Task: Work out how many lines below hold the string "name" and state only that figure.

# # # #

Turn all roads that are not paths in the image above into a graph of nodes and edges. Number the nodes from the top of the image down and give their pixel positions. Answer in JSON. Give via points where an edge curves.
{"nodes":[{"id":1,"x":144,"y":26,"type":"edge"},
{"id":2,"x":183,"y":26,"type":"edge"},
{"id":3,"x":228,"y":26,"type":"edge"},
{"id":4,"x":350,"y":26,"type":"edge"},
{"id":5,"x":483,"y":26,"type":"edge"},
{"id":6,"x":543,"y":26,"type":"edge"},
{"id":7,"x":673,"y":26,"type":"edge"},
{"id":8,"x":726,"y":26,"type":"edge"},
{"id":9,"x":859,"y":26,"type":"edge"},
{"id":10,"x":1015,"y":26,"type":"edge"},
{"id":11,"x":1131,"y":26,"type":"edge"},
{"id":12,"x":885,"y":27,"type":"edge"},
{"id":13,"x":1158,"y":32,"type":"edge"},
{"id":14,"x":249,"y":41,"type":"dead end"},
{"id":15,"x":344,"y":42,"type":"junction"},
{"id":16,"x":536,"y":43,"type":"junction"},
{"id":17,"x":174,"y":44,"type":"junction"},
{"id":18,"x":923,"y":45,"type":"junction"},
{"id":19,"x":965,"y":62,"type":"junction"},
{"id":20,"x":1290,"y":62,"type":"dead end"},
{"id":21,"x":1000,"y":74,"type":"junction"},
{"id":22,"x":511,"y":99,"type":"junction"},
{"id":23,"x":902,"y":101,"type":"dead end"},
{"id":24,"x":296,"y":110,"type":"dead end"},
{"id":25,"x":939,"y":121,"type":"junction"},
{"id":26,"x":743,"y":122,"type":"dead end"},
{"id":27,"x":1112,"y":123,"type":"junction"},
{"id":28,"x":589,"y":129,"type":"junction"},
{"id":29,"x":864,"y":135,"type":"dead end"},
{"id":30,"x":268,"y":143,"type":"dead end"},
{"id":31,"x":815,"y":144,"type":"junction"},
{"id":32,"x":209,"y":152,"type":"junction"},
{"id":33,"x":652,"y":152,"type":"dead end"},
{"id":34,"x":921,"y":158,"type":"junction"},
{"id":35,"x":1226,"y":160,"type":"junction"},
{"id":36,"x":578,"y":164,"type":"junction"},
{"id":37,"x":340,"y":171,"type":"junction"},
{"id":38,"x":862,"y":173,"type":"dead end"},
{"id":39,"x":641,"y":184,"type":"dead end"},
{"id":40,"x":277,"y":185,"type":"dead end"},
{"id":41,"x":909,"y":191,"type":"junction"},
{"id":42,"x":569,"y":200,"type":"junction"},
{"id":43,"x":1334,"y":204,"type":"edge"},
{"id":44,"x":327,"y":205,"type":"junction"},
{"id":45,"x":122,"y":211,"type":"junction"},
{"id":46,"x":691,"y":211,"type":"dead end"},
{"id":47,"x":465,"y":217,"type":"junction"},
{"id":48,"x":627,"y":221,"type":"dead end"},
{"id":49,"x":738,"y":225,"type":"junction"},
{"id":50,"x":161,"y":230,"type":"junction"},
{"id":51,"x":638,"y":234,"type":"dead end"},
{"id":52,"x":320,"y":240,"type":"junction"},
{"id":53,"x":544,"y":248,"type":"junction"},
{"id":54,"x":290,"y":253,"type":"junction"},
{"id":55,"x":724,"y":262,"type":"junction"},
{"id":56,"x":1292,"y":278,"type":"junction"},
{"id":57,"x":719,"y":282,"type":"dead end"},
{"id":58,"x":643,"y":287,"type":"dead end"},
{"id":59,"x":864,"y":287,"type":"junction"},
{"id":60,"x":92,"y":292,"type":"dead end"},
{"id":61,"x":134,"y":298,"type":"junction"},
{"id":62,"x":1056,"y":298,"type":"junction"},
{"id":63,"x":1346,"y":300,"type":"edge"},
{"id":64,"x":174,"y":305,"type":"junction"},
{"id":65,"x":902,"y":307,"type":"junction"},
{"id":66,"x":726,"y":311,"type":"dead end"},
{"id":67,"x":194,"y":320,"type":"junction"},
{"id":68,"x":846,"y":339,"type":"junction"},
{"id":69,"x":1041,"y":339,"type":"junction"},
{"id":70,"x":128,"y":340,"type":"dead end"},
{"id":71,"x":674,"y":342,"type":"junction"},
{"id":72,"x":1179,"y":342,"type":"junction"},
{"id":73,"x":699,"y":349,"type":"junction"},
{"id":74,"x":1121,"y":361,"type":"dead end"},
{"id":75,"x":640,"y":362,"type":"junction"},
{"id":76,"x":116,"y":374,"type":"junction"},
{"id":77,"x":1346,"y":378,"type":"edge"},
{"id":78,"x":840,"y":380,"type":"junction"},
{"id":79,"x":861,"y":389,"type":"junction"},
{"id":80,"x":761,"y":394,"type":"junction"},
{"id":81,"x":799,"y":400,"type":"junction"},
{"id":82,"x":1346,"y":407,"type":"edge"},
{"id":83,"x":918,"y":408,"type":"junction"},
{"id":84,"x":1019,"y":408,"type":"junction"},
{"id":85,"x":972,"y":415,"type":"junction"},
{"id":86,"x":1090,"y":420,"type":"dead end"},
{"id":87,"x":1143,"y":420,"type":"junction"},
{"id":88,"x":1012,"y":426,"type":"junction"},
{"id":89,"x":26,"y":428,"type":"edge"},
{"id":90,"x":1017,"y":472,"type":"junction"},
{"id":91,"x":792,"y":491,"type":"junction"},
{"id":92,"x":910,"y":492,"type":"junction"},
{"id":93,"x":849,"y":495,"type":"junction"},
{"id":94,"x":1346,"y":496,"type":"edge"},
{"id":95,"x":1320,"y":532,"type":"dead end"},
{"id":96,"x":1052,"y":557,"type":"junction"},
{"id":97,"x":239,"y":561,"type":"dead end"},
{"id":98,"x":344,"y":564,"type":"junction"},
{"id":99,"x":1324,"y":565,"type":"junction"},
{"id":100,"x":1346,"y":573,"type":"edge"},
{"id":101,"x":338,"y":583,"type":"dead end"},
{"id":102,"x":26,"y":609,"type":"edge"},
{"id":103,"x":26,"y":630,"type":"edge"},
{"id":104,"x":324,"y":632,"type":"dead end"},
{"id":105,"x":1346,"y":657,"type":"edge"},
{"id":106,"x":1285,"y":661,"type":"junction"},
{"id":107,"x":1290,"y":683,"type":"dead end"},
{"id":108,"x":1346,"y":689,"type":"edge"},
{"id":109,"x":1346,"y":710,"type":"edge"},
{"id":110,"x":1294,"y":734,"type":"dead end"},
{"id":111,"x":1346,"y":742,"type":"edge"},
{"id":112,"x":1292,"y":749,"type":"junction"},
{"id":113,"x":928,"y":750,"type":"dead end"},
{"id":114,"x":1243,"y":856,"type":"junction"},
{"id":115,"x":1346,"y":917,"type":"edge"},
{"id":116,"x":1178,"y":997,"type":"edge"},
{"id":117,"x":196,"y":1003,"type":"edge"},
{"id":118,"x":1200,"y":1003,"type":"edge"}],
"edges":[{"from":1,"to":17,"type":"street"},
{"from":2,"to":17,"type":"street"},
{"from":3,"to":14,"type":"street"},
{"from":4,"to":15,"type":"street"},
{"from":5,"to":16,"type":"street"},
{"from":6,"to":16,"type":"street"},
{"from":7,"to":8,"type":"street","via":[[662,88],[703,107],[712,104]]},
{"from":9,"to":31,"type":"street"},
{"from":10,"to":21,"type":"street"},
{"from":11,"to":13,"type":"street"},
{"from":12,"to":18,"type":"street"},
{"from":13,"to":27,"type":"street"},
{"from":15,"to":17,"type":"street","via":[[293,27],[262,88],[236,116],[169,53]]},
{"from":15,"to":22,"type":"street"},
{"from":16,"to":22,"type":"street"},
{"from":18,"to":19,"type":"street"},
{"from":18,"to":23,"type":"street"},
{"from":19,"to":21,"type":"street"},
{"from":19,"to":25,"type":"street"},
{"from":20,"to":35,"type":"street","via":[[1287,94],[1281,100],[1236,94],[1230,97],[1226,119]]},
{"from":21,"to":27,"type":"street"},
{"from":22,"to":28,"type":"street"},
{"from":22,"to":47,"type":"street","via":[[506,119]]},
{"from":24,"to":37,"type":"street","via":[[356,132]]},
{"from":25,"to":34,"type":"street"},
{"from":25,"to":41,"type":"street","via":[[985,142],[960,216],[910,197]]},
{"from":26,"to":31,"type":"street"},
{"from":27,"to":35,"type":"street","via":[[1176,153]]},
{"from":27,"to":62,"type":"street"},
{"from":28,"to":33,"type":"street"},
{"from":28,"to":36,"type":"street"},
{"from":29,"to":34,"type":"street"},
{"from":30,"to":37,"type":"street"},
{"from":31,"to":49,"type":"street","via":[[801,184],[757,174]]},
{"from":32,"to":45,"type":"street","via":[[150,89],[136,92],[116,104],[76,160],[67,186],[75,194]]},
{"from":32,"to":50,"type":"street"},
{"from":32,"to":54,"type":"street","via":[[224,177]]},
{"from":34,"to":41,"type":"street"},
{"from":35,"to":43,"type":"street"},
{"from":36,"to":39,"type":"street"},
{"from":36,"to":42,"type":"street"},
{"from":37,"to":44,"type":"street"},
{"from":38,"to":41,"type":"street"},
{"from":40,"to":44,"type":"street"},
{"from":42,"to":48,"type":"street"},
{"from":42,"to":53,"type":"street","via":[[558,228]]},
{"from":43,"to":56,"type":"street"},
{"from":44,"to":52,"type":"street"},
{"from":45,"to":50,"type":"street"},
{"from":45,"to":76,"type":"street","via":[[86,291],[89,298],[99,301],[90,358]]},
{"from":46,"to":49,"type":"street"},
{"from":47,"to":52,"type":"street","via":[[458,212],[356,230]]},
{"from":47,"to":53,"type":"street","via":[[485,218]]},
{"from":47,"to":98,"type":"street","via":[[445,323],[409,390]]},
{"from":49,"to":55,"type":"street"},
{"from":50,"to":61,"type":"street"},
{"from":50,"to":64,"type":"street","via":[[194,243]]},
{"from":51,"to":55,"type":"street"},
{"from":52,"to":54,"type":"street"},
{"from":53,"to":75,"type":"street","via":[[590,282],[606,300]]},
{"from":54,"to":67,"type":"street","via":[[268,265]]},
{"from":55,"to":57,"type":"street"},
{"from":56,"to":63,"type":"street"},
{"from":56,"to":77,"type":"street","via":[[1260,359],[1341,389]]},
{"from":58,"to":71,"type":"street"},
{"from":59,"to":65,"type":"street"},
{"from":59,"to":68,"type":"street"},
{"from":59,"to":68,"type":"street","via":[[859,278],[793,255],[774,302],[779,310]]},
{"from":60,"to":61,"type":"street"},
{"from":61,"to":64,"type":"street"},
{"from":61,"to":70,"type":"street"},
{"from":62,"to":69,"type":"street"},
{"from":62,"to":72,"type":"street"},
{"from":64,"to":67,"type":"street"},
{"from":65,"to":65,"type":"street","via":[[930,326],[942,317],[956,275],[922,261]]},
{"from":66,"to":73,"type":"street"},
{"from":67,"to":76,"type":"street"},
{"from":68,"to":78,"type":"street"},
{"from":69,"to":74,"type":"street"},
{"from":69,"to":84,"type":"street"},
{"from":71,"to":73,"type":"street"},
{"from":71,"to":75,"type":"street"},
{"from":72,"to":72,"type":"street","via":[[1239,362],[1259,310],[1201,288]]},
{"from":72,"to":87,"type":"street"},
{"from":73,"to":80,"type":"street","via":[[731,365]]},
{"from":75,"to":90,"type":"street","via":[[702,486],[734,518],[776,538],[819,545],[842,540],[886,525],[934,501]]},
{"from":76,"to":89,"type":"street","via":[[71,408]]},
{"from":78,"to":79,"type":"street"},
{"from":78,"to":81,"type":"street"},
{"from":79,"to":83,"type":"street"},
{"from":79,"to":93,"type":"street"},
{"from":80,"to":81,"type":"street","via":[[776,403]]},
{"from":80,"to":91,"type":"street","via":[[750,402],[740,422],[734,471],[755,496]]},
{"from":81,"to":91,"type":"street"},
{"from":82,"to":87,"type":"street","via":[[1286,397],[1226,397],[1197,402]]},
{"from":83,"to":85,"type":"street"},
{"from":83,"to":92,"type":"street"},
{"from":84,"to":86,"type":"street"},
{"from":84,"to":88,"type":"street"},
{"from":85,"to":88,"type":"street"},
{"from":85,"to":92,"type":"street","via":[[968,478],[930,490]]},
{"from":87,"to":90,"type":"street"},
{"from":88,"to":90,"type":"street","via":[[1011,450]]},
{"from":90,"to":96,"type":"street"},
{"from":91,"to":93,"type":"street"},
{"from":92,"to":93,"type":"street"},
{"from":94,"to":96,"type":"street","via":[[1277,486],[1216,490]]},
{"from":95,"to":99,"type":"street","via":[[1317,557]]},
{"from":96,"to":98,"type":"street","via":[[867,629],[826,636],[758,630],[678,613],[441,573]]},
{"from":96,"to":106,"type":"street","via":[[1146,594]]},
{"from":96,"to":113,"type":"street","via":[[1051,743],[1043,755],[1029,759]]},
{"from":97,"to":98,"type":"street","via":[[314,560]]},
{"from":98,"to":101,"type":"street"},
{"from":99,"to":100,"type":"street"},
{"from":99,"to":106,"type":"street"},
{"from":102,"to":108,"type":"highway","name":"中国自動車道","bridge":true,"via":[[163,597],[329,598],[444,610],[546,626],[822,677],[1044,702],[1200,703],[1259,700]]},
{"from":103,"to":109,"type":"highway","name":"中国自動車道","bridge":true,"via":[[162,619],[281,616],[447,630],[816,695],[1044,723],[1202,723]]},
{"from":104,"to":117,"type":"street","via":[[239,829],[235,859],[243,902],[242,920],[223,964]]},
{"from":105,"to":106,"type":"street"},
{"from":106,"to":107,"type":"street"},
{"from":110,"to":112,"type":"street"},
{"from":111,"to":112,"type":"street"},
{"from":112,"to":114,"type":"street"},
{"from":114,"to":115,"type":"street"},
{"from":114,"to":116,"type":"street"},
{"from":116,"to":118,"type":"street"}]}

# # # #

Solution to this problem: 2